Current Issues

As a courtesy to our current and prospective clients, we periodically provide information about legal issues which may be of concern to the community which we serve:

Legislative Update

As you may know, the Georgia General Assembly meets for an intensive 40-day legislative session every year.  The new 151st  Georgia "General Assembly," and the first "session" of that General Assembly, began in 2011. A special session was held in August 2011, principal over redistricting issues.  Here are some links that summarize what happened this year.

     Georgia General Assembly General Statutes (includes coverage of legislation passed in 2011)

    Statutes Signed by Govenor Deal (includes coverage of bills approved and signed by Governor Deal)

Other recent developments

Condominiums:  For years, we have done condominium work, both on behalf of homeowners associations and on behalf of unit owners. There were at least a couple of recent developments in this area of the law about which any Association or unit owner should be informed.

  Hypothetical #1:  You are the owner of a condominium unit.  You owe more on your condo than it is worth. You finally realize that you are throwing good money after bad. So, you move out, stop paying your mortgage, and stop paying your Association fees. You even file bankruptcy to discharge all of your debts.  A couple of years later, the Association contacts you and demands payment of the two years of Association fees that you have not paid since your bankruptcy case ended.

  Historically, if you don't pay your mortgage, normally your lender forecloses upon you. When the bank forecloses, especially if you no longer reside on the property, your liability for association fees ends at the time of the foreclosure (or at the time the foreclosure deed is recorded... this being a "gray" area under the law).  But, banks have started to realize there is little to be gained by foreclosing.  Once they foreclose, the bank becomes liable for Association fees. So, it is becoming more common for banks to not foreclose. This is especially true in States like Florida, where the foreclosure procedures are more cumbersome, but it is becoming more common in Georgia too. Sometimes the bank chooses to sue the borrower instead of foreclosing against him or her. Meanwhile, the borrower continues to be responsible for Association fees.

  Bankrutpcy won't necessarily help you.  In all cases, there is little the Association can do to collect Association fees from you while the bankruptcy is pending. And, once your debts are discharged in bankruptcy, all of your pre-petition debts are discharged. But, at least in this State, you continue to be responsible for all post-petition Association fees (those accruing after the bankruptcy case is filed) so long as you continue to own title to the condominium property. And, there is little you can do to force your bank to foreclose against you.

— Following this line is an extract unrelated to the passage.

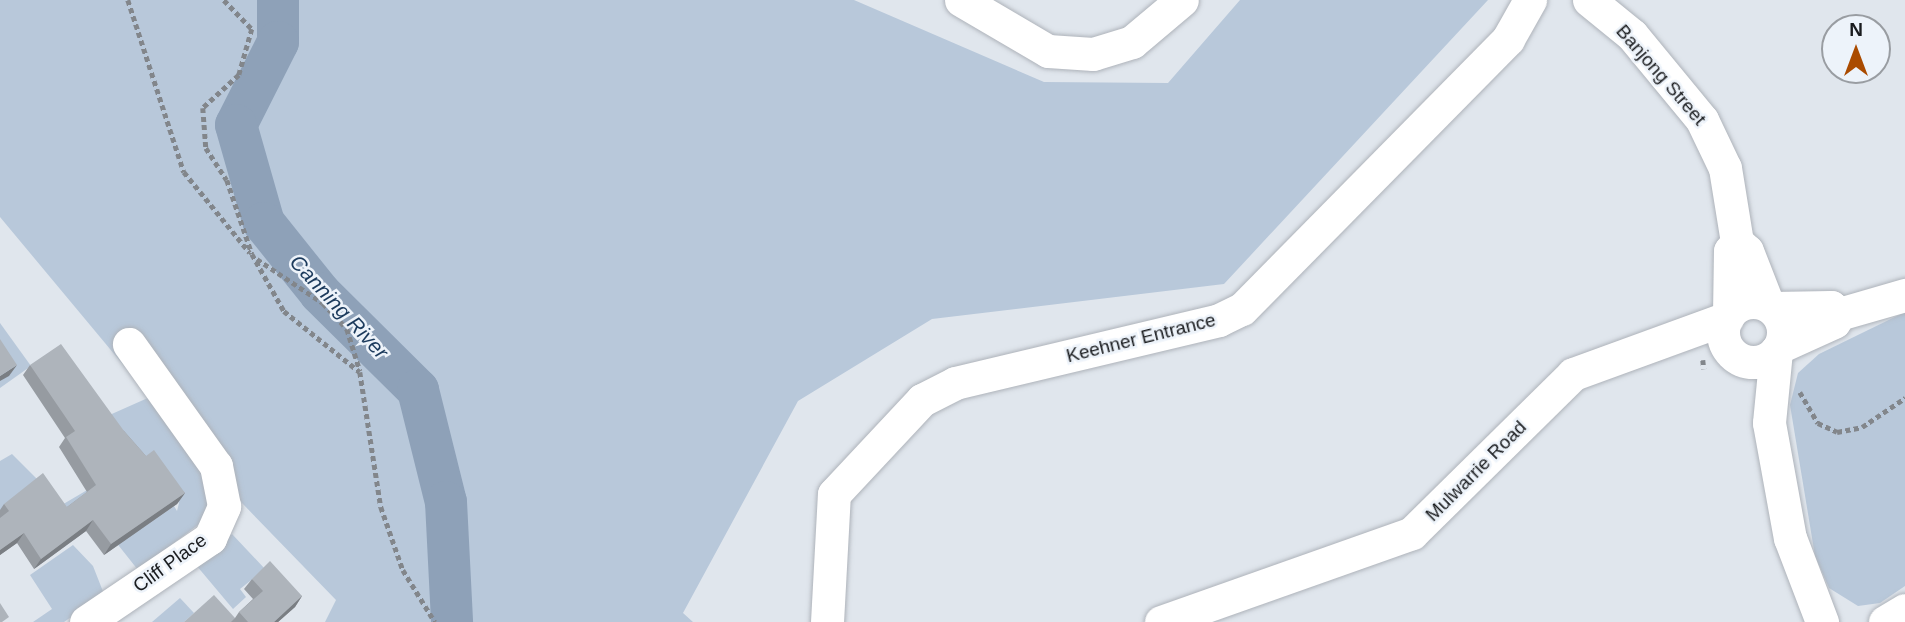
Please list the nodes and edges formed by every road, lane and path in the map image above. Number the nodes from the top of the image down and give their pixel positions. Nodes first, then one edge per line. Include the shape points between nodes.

  This is something you need to think about serious before you decide to "walk away" from your condominium.  You don't necessarily walk away from what you owe the Association.

  Hypothetical #2:  Your Uncle Bob dies.  Uncle Bob owned a condominium.  You discover that, under Georgia law, you are Uncle Bob's closest living relative.  He died without a Will. You and your cousins would ordinarily be entitled to Uncle Bob's assets. But, his debts exceed the value of his assets. Nobody in the family wants to take the time to start a formal probate or adminstration proceeding to settle Uncle Bob's estate. There is more debt on the condo than it is worth. And, in any event, Uncle Bob died with lots of other debts. So, if his estate is administered, all of his assets will go to pay back creditors and none will be payable to you or his other heirs. So, you and your family decide to do nothing and to just "walk away" from Uncle Bob's estate. Unfortunately, many months later you get a bill from Uncle Bob's homeowners association saying that you owe them lots of money. They may be right.

  In the case of Villas at Sone Mountain Condominium Association v. Blair, 311 Ga. App. 718 (2011), the Georgia Court of Appeals ruled that heirs of a deceased condominium owner can unwittingly become liable for ongoing association fees, even if they make no claim to their deceased relative's condominium.

  This is based on the concept, applicable under Georgia law, that when someone dies without a Will, title to his or her property automatically "vests" in his or her closest living relatives, until and unless a probate or administration proceeding are commenced. Georgia law applies a system of "descent and distribution" which identifies who your closets living relatives are at the time of your death. Those are the people who are intitled to inherit your assets if you leave no Will. This inheritance is automatic, especially with regard to real estate.  Condominium fees are owed by the owner of the condominium unit. In this scenario, you became the owner of Uncle Bob's condominium. So, unless you take affirmative steps to "renounce" your rights to Uncle Bob's estate, you automatically become liable for condominium fees accruing after the date of his death.... even if you have absolutely nothing to do with Uncle Bob or his condominium.  Such a renunciation, to be effective, must be filed within nine (9) months following the effective date of a gift or transfer (e.g. the date of Uncle Bob's death).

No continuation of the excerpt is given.